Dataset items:
BEGIN

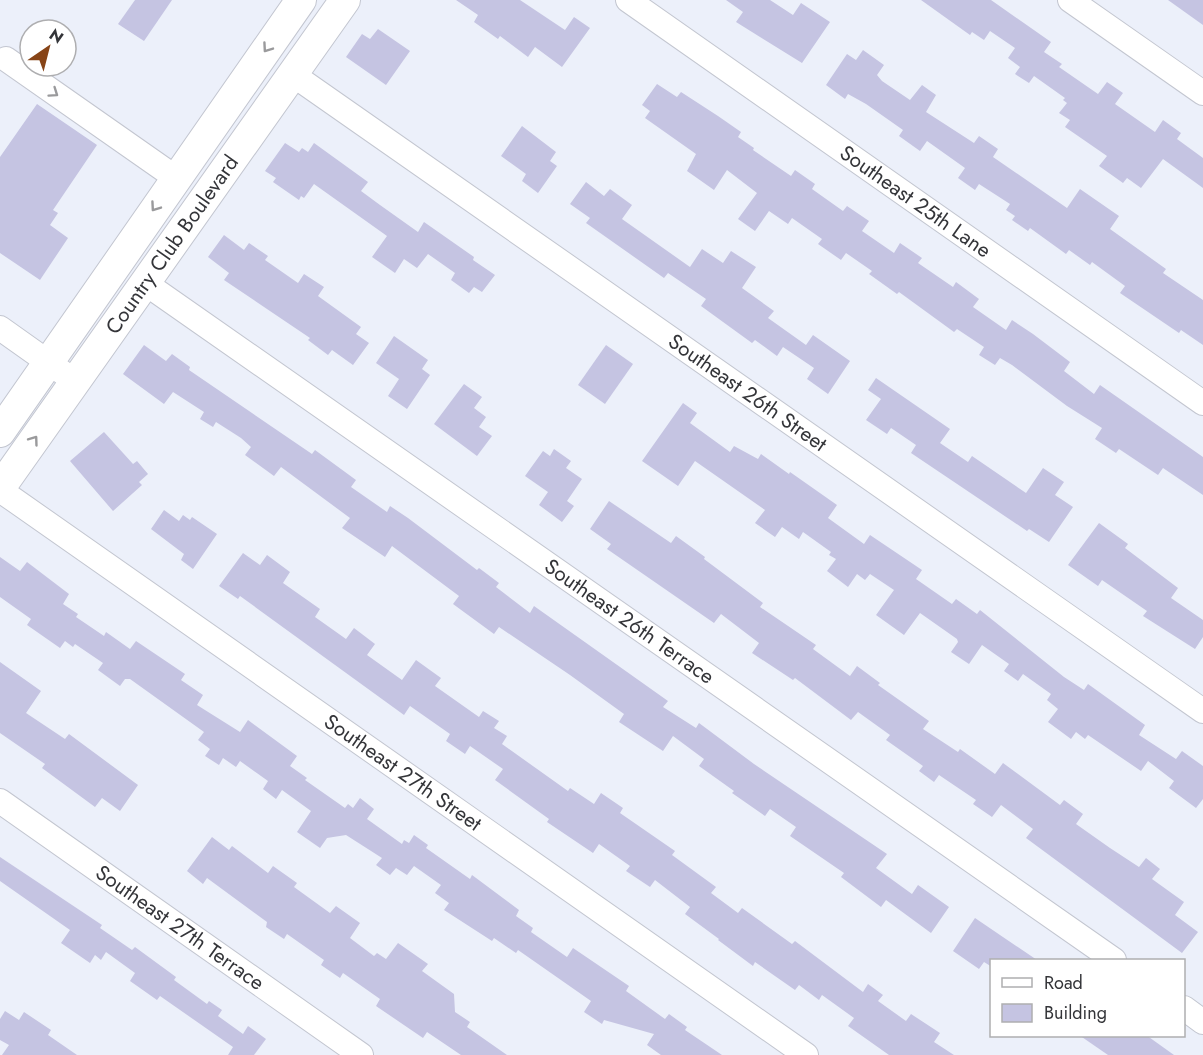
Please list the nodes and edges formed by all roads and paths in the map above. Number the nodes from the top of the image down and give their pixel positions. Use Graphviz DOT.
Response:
graph roads {
  1 [pos="301,0"];
  2 [pos="345,0"];
  3 [pos="628,0"];
  4 [pos="1070,0"];
  5 [pos="2,61"];
  6 [pos="292,74"];
  7 [pos="1203,93"];
  8 [pos="176,178"];
  9 [pos="145,283"];
  10 [pos="0,328"];
  11 [pos="48,363"];
  12 [pos="76,382"];
  13 [pos="1203,403"];
  14 [pos="0,432"];
  15 [pos="0,489"];
  16 [pos="1203,711"];
  17 [pos="0,801"];
  18 [pos="1113,959"];
  19 [pos="1185,1009"];
  20 [pos="1203,1022"];
  21 [pos="361,1055"];
  22 [pos="806,1055"];
  1 -- 8 [label="main road, Country Club Boulevard, one-way"];
  2 -- 6 [label="main road, Country Club Boulevard"];
  3 -- 13 [label="street, Southeast 25th Lane"];
  4 -- 7 [label="street"];
  5 -- 8 [label="street, one-way"];
  6 -- 9 [label="main road, Country Club Boulevard"];
  6 -- 16 [label="street, Southeast 26th Street"];
  8 -- 11 [label="main road, Country Club Boulevard, one-way"];
  9 -- 12 [label="main road, Country Club Boulevard"];
  9 -- 18 [label="street, Southeast 26th Terrace"];
  10 -- 11 [label="street"];
  11 -- 12 [label="street"];
  11 -- 14 [label="main road, Country Club Boulevard"];
  15 -- 12 [label="main road, Country Club Boulevard, one-way"];
  15 -- 22 [label="street, Southeast 27th Street"];
  17 -- 21 [label="street, Southeast 27th Terrace"];
  19 -- 20 [label="street"];
}
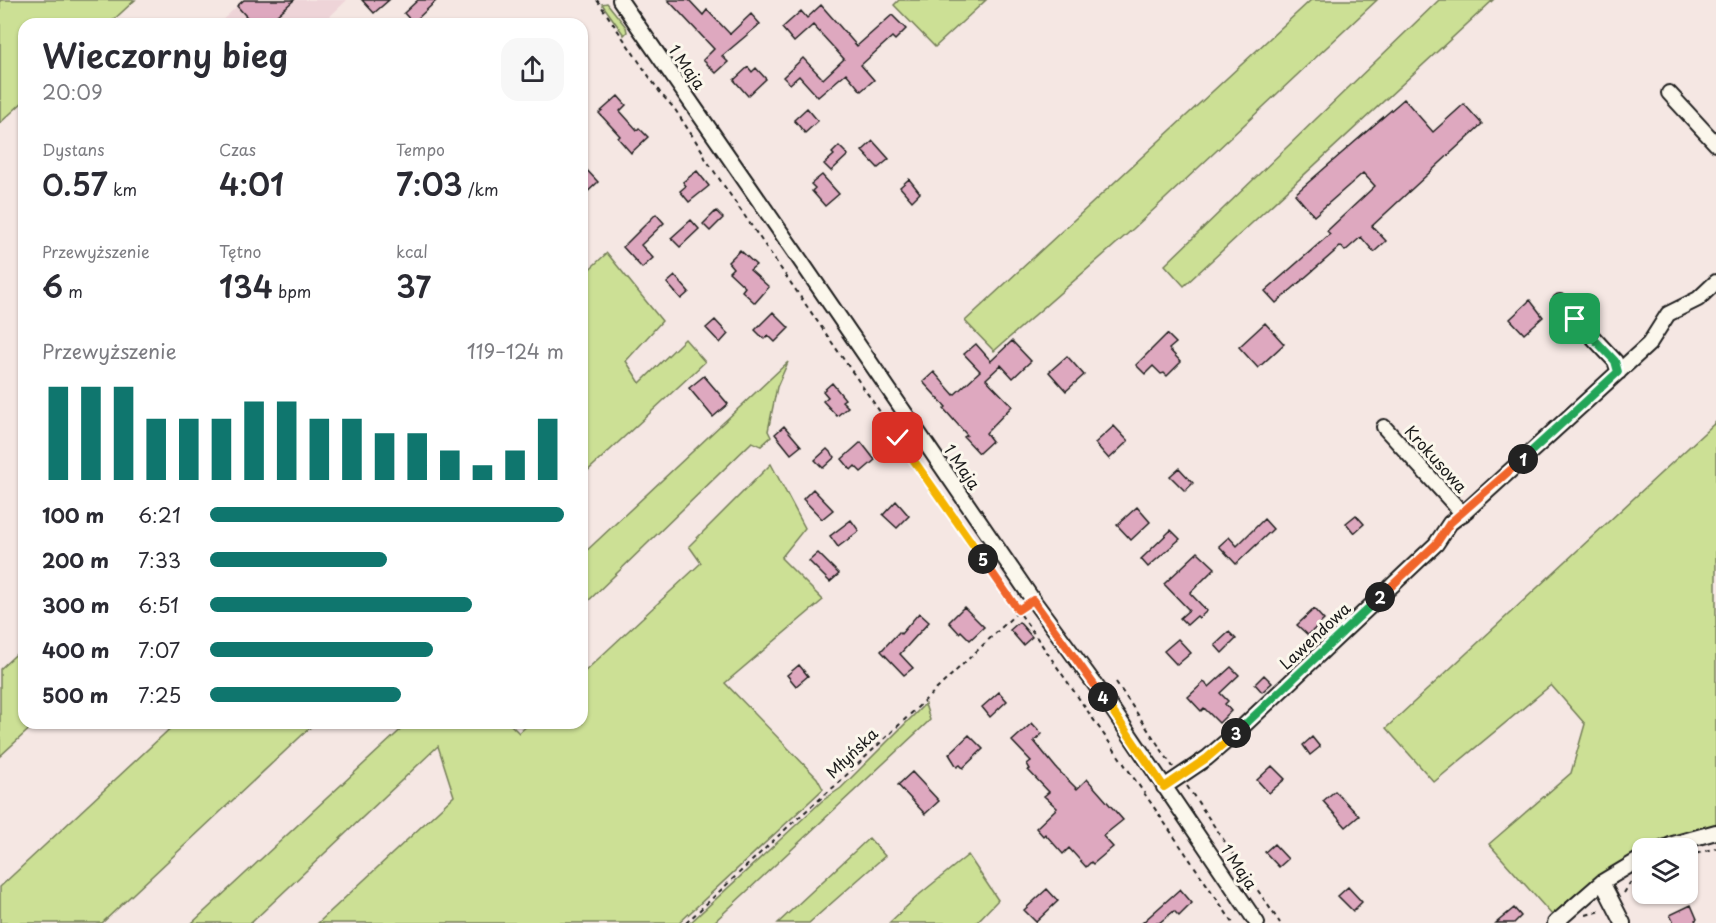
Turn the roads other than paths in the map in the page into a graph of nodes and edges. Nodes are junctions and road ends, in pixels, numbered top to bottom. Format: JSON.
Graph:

END

> [WHAT TO PRODUCE]
Wherever the word "edges" occurs in the data above, copy the line it sits in.

> [FINAL ANSWER]
Please list the nodes and edges formed by all roads and paths in the map above. Number the nodes from the top of the image down and give their pixel positions. Use Graphviz DOT.
Turn the roads other than paths in the map in the page into a graph of nodes and edges. Nodes are junctions and road ends, in pixels, numbered top to bottom. Format: JSON.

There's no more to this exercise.